● What this task involves: Scan the following material for the string "James" and copy each line in which it appears.

● Records supplied:
◆ ◆ ◆ ◆
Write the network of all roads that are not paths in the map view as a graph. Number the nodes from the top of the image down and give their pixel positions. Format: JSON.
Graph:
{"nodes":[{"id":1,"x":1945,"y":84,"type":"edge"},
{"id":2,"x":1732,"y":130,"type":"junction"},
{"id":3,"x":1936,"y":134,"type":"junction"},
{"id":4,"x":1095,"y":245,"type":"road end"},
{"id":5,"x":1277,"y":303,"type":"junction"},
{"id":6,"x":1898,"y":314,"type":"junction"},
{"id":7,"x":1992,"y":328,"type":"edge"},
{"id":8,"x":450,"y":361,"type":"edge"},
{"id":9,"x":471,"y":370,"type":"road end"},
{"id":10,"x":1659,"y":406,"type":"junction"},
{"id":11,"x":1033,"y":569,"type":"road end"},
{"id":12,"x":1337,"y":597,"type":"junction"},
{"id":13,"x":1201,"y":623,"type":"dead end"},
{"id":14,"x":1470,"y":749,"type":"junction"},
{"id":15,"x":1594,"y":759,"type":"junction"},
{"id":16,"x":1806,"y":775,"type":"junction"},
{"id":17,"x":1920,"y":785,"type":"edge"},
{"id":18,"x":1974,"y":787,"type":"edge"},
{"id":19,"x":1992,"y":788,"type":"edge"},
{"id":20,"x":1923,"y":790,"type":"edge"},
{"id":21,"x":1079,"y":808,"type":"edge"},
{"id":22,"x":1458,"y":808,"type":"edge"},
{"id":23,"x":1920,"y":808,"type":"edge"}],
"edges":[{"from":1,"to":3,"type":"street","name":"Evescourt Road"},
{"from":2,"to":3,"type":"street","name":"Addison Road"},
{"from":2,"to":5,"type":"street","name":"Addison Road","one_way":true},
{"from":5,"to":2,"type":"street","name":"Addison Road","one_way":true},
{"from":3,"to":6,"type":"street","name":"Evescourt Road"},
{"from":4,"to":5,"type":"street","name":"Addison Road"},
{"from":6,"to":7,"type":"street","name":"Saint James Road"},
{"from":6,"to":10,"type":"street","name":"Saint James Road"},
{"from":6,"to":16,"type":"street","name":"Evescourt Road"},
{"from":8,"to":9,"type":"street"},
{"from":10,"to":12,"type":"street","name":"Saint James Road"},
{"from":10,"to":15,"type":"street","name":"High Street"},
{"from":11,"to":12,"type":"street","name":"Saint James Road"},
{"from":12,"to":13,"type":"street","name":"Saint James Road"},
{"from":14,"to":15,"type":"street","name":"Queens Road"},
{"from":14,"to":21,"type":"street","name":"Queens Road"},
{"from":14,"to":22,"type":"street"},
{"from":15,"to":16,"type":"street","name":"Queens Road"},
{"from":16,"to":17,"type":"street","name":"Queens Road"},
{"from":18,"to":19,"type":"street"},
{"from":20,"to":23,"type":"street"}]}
◆ ◆ ◆ ◆
● Response:
{"from":6,"to":7,"type":"street","name":"Saint James Road"},
{"from":6,"to":10,"type":"street","name":"Saint James Road"},
{"from":10,"to":12,"type":"street","name":"Saint James Road"},
{"from":11,"to":12,"type":"street","name":"Saint James Road"},
{"from":12,"to":13,"type":"street","name":"Saint James Road"},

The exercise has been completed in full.